Wet verplichte geestelijke gezondheidszorg (Wvggz)
Hoofdstuk 11
Patiëntenvertrouwenspersoon
Artikel 11:1 1 Er is een patiëntenvertrouwenspersoon die tot taak heeft advies en bijstand te verlenen aan een persoon voor wie een verzoek voor een zorgmachtiging of een crisismaatregel wordt voorbereid of voor wie een zorgmachtiging is afgegeven of crisismaatregel is genomen, bij:a. het opstellen van een zelfbindingsverklaring of het opstellen, evalueren en actualiseren van een zorgkaart of zorgplan;
b. de voorbereiding van een crisismaatregel, machtiging tot voortzetting van de crisismaatregel of zorgmachtiging;
c. de uitvoering van een crisismaatregel, machtiging tot voortzetting van de crisismaatregel of zorgmachtiging;
d. de beëindiging van een crisismaatregel, machtiging tot voortzetting van de crisismaatregel of zorgmachtiging;
e. de uitvoering van hoofdstuk 9, paragraaf 1,
f. een klachtprocedure;
g. vragen of klachten over de uitvoering van de zorg.
2 De patiëntenvertrouwenspersoon verleent advies en bijstand ten aanzien van de uitoefening van de rechten van betrokkene.

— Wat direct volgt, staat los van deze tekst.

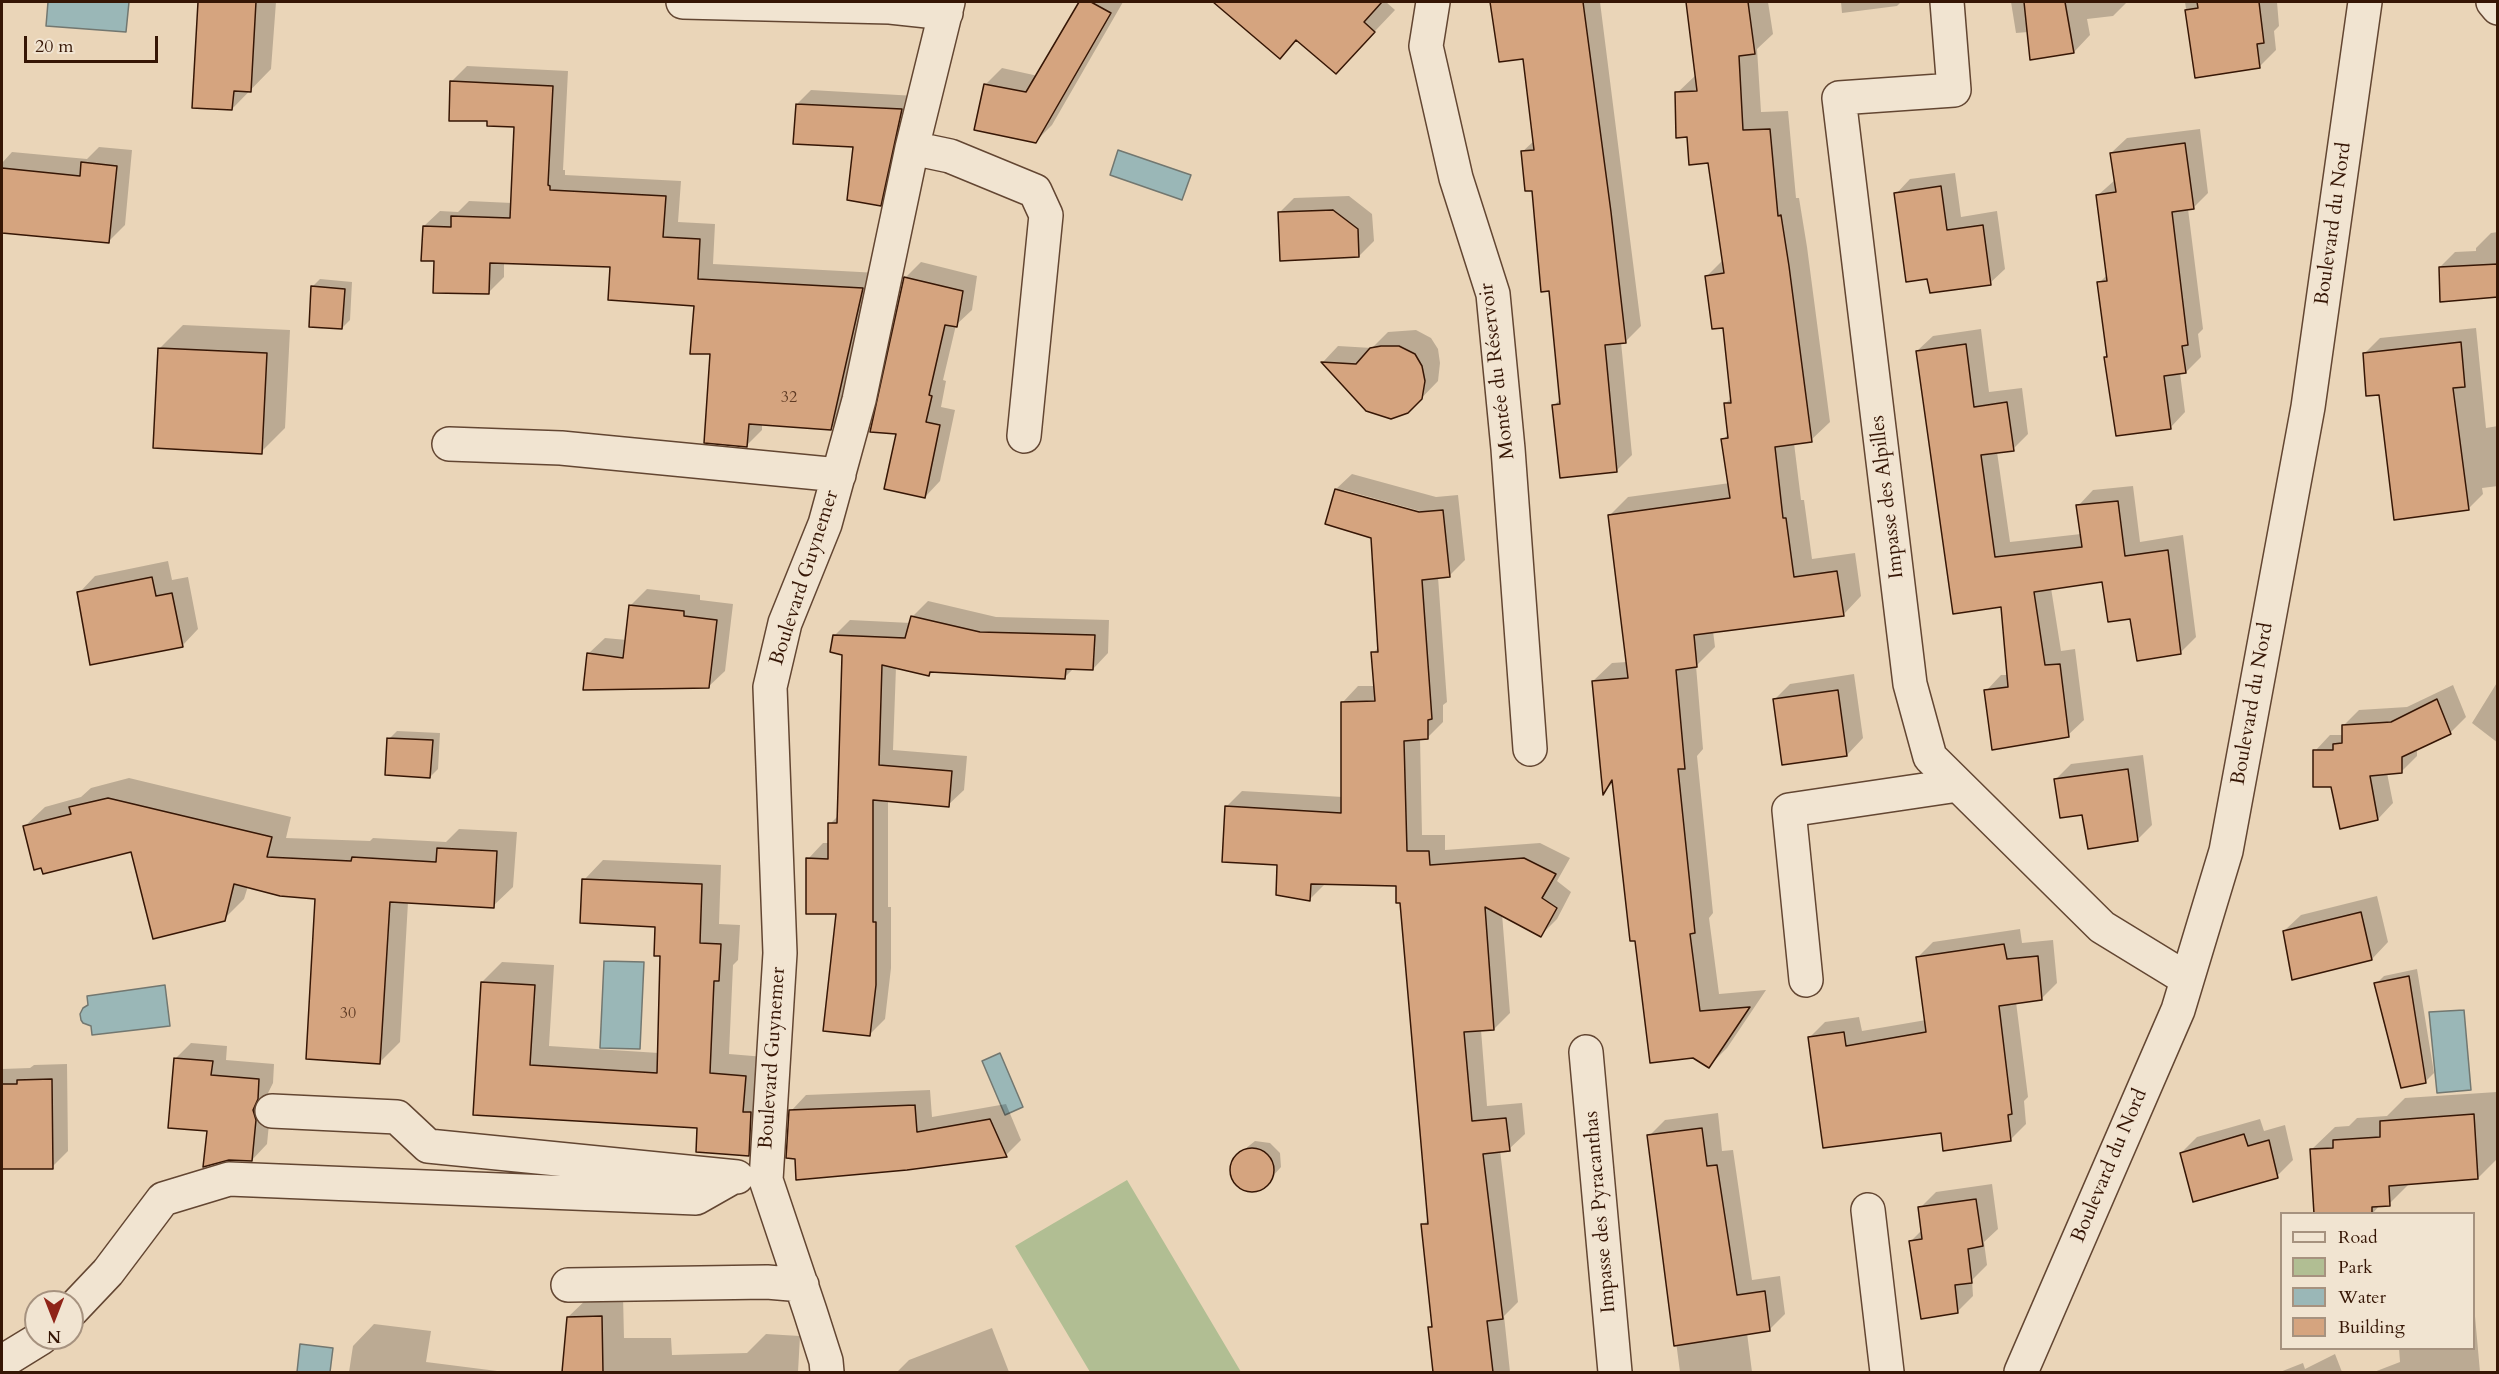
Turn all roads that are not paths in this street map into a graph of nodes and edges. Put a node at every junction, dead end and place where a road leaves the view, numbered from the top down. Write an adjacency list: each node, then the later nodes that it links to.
1 (683, 2): 6 (street)
2 (1433, 2): 12 (street, Montée du Réservoir)
3 (1947, 2): 13 (street, Impasse des Alpilles)
4 (2365, 2): 14 (street, Boulevard du Nord)
5 (2493, 2): 7 (street)
6 (947, 7): 8 (street, Boulevard Guynemer)
7 (2498, 8)
8 (912, 148): 9 (street); 11 (street, Boulevard Guynemer)
9 (1024, 436)
10 (449, 444): 11 (street)
11 (839, 475): 19 (street, Boulevard Guynemer)
12 (1530, 748)
13 (1958, 785): 14 (street, Impasse des Alpilles); 15 (street)
14 (2187, 979): 29 (street, Boulevard du Nord)
15 (1806, 980)
16 (1586, 1052): 27 (street, Impasse des Pyracanthas)
17 (272, 1111): 18 (street)
18 (733, 1177): 19 (street); 23 (street)
19 (766, 1180): 22 (street, Boulevard Guynemer)
20 (1868, 1210): 28 (street)
21 (568, 1286): 22 (street)
22 (802, 1286): 26 (street, Boulevard Guynemer)
23 (84, 1297)
24 (24, 1348): 25 (street)
25 (2, 1362)
26 (827, 1372)
27 (1615, 1372)
28 (1887, 1372)
29 (2021, 1372)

3 De patiëntenvertrouwenspersoon heeft tevens tot taak:
a. tekortkomingen in de structuur en uitvoering van de zorg en de uitvoering van hoofdstuk 9, paragraaf 1, voor zover deze afbreuk doen aan de rechten van betrokkene, te signaleren en aan de inspectie te melden;
b. advies en bijstand te verlenen aan personen met een psychische stoornis die vrijwillig in een accommodatie verblijven.
4 De patiëntenvertrouwenspersoon verricht zijn werkzaamheden onafhankelijk van de zorgaanbieder, de geneesheer-directeur en de zorgverantwoordelijke.

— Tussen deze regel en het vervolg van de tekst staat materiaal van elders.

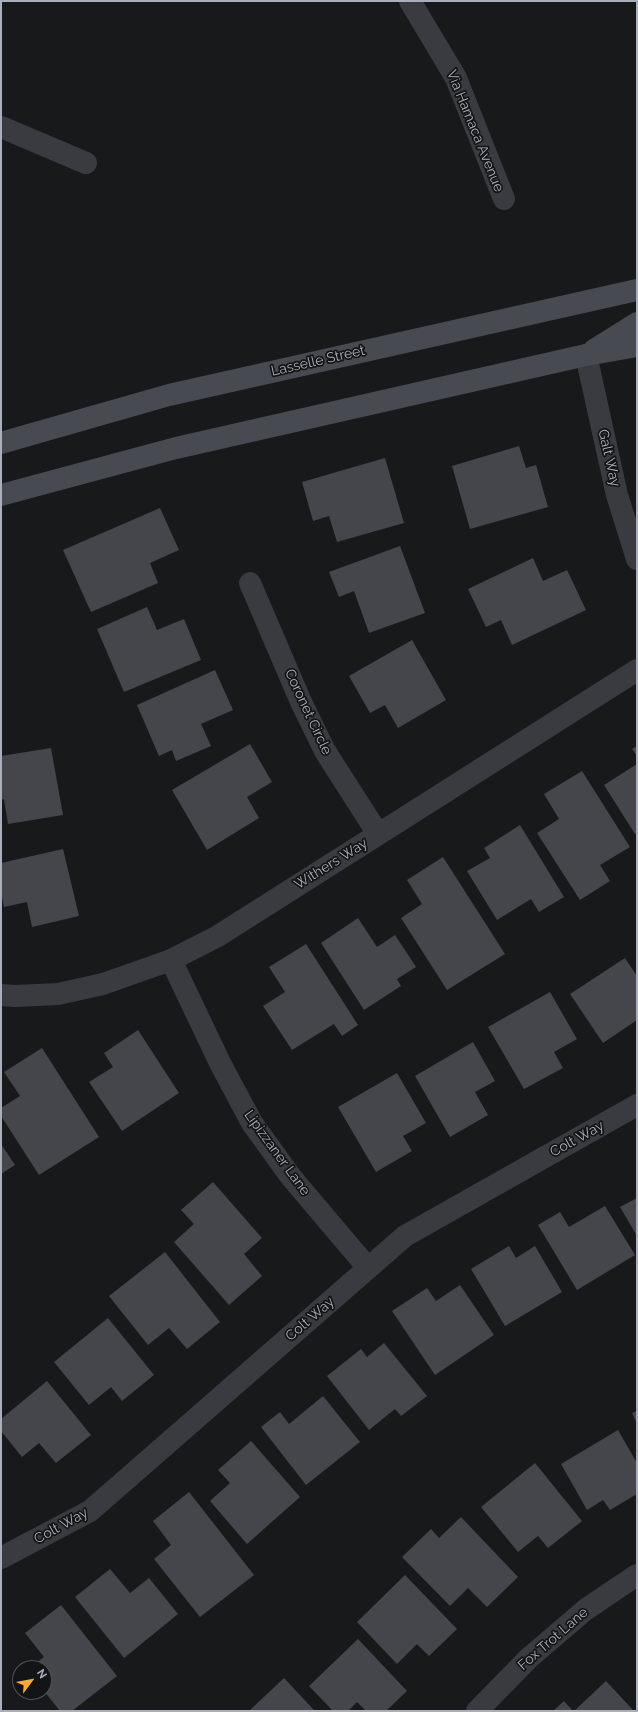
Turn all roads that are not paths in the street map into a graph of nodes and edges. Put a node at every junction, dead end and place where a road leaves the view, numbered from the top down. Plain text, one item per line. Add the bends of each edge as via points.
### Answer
1 (410, 1) edge
2 (1, 127) edge
3 (86, 163) dead end
4 (504, 199) dead end
5 (637, 290) edge
6 (637, 323) edge
7 (637, 346) edge
8 (586, 355) junction
9 (1, 443) edge
10 (1, 495) edge
11 (637, 559) edge
12 (250, 583) dead end
13 (637, 670) edge
14 (378, 834) junction
15 (171, 960) junction
16 (1, 995) edge
17 (637, 1105) edge
18 (368, 1268) junction
19 (1, 1558) edge
20 (637, 1575) edge
21 (477, 1711) edge

1 - 4 street, Via Hamaca Avenue via 456,78
2 - 3 street
5 - 9 main road, Lasselle Street via 168,395
6 - 8 main road
7 - 8 main road
8 - 10 main road via 176,448
8 - 11 street, Galt Way via 617,495
12 - 14 street, Coronet Circle via 325,751
13 - 14 street, Withers Way
14 - 15 street, Withers Way via 218,936
15 - 16 street, Withers Way via 103,984 58,994
15 - 18 street, Lipizzaner Lane via 252,1123 291,1177
17 - 18 street, Colt Way via 405,1236
18 - 19 street, Colt Way via 90,1511
20 - 21 street, Fox Trot Lane via 585,1610 529,1658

5 Bij of krachtens algemene maatregel van bestuur kunnen nadere regels worden gesteld met betrekking tot:
a. de deskundigheid van de patiëntenvertrouwenspersoon;
b. de onafhankelijkheid van de patiëntenvertrouwenspersoon ten opzichte van de zorgaanbieder;
c. de taken en bevoegdheden van de patiëntenvertrouwenspersoon.
Artikel 11:2 1 De patiëntenvertrouwenspersoon heeft, voor zover dat redelijkerwijs voor de vervulling van zijn taak nodig is, vrije toegang tot betrokkene en behoeft geen toestemming van derden om te spreken met betrokkene.
2 De zorgaanbieder stelt de patiëntenvertrouwenspersoon in de gelegenheid met betrokkene te spreken, al of niet op verzoek van betrokkene.
Artikel 11:3 1 De zorgaanbieder, de geneesheer-directeur en de zorgverantwoordelijke als ook alle anderen die bij de uitvoering van deze wet betrokken zijn, geven aan de patiëntenvertrouwenspersoon binnen de door hem gestelde redelijke termijn alle door hem verlangde inlichtingen, voor zover dit redelijkerwijs voor de vervulling van zijn taak nodig is en betrokkene of de vertegenwoordiger daarmee uitdrukkelijk instemt.
2 De zorgaanbieder, de geneesheer-directeur en de zorgverantwoordelijke als ook alle anderen die bij de uitvoering van deze wet betrokken zijn, verlenen aan de patiëntenvertrouwenspersoon binnen de door hem gestelde redelijke termijn alle medewerking, die deze redelijkerwijs kan vorderen bij de uitoefening van zijn taak.
3 De zorgaanbieder en de zorgverantwoordelijke verlenen aan de patiëntenvertrouwenspersoon inzage in hun dossiers, voor zover dit redelijkerwijs voor de vervulling van zijn taak nodig is en betrokkene of de vertegenwoordiger daarmee uitdrukkelijk heeft ingestemd.
Artikel 11:4 De patiëntenvertrouwenspersoon is tot geheimhouding verplicht van hetgeen in de uitoefening van zijn taak aan hem is toevertrouwd, tenzij enig wettelijk voorschrift hem tot mededeling verplicht of uit zijn taak de noodzaak tot mededeling voortvloeit.
Artikel 11:5 De patiëntenvertrouwenspersoon kan zich op grond van zijn geheimhoudingsplicht verschonen van het geven van getuigenis of het beantwoorden van vragen in een klachtprocedure of een rechterlijke procedure.